→ WHAT IS NEEDED
For the data below, count the lines that have the string "Normand" and state that number by itself.

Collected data
+---+

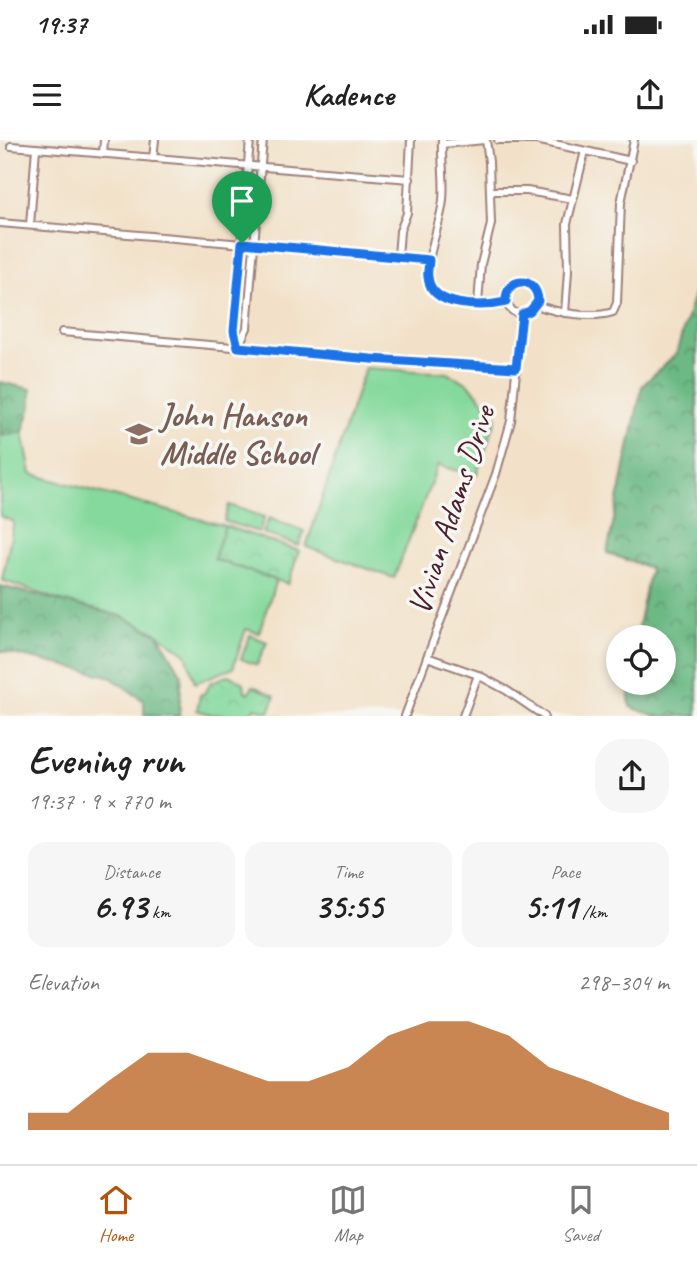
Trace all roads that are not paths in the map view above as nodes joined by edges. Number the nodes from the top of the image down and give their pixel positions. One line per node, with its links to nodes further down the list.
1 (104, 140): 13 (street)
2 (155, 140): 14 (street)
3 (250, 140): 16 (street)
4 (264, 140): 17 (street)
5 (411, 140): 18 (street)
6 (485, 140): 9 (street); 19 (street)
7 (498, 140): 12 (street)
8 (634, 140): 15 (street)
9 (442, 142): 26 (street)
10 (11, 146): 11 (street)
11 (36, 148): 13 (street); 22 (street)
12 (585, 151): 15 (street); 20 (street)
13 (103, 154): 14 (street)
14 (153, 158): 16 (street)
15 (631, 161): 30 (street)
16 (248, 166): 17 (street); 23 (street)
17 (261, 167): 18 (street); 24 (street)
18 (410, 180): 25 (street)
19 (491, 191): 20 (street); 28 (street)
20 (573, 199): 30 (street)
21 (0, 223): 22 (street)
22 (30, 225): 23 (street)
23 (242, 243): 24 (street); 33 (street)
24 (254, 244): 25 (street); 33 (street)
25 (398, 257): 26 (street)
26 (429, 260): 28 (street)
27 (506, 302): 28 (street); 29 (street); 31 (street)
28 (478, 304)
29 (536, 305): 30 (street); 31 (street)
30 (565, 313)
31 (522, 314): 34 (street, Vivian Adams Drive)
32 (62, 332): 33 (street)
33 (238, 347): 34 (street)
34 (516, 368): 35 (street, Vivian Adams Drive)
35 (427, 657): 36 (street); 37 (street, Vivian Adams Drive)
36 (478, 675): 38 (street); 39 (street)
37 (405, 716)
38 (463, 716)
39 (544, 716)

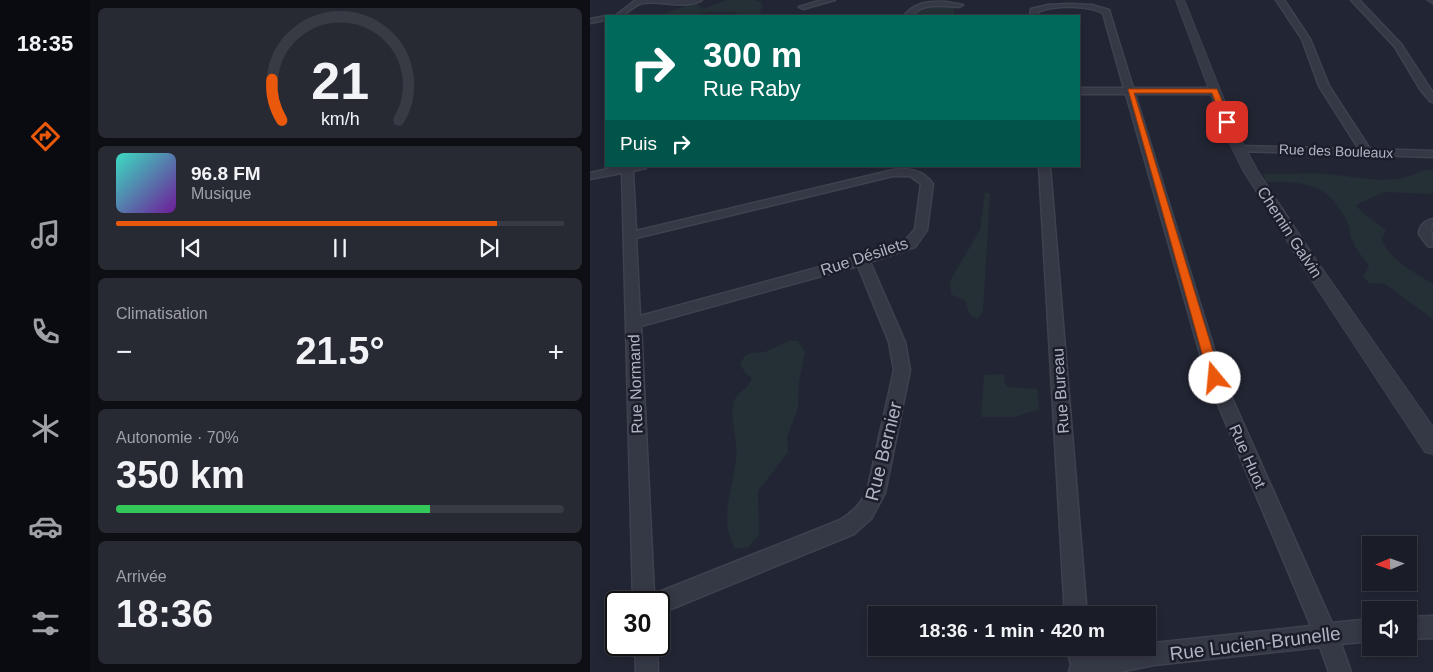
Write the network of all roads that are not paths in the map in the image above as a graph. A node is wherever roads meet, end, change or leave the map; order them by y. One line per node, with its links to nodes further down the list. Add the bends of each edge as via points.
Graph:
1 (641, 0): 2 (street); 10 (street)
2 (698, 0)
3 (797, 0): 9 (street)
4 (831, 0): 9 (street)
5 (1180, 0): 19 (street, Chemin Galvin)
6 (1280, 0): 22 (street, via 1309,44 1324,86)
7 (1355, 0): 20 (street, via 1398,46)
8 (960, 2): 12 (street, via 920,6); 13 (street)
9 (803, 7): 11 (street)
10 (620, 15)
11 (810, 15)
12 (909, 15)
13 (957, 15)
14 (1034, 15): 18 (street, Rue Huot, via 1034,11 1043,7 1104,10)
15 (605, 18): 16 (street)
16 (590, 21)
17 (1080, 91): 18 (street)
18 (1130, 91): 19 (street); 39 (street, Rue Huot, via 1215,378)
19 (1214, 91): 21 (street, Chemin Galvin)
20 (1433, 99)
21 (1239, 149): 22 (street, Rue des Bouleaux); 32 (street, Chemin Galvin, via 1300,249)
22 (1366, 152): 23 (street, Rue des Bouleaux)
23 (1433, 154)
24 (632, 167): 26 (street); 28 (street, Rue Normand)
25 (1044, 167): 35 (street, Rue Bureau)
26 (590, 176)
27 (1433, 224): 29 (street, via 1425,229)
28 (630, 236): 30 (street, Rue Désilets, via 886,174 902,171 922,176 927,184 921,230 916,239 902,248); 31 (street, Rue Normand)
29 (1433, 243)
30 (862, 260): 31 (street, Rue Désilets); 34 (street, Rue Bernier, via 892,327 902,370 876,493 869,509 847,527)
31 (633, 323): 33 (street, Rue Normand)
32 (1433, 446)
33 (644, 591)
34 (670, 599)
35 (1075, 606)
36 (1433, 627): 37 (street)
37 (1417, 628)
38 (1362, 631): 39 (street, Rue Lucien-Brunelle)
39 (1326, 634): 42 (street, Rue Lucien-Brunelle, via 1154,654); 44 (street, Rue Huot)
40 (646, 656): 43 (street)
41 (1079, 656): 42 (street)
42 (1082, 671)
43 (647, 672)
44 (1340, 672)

+---+

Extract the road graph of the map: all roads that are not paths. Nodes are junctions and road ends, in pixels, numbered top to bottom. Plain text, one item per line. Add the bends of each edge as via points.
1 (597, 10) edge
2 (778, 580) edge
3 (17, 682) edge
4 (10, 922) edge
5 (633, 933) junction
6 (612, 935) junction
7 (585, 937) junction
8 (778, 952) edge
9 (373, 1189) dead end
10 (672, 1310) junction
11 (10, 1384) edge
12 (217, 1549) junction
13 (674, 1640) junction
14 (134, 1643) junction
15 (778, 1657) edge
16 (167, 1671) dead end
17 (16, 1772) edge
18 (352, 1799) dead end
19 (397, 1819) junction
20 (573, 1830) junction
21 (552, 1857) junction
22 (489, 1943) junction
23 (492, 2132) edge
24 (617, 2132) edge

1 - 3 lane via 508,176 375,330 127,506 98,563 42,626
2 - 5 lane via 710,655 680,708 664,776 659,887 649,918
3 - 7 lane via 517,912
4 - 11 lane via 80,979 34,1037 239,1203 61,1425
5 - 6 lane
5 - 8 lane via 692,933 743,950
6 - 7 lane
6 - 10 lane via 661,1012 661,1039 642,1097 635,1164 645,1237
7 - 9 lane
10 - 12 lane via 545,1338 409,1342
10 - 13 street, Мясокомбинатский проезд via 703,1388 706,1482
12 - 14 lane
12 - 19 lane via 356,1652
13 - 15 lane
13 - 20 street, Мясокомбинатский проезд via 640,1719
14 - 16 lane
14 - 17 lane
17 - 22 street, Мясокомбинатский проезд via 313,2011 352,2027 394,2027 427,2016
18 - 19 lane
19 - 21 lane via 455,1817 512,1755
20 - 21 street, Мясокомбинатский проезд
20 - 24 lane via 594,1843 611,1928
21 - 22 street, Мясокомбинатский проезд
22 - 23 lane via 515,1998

+---+

→ EXERCISE ANSWER
3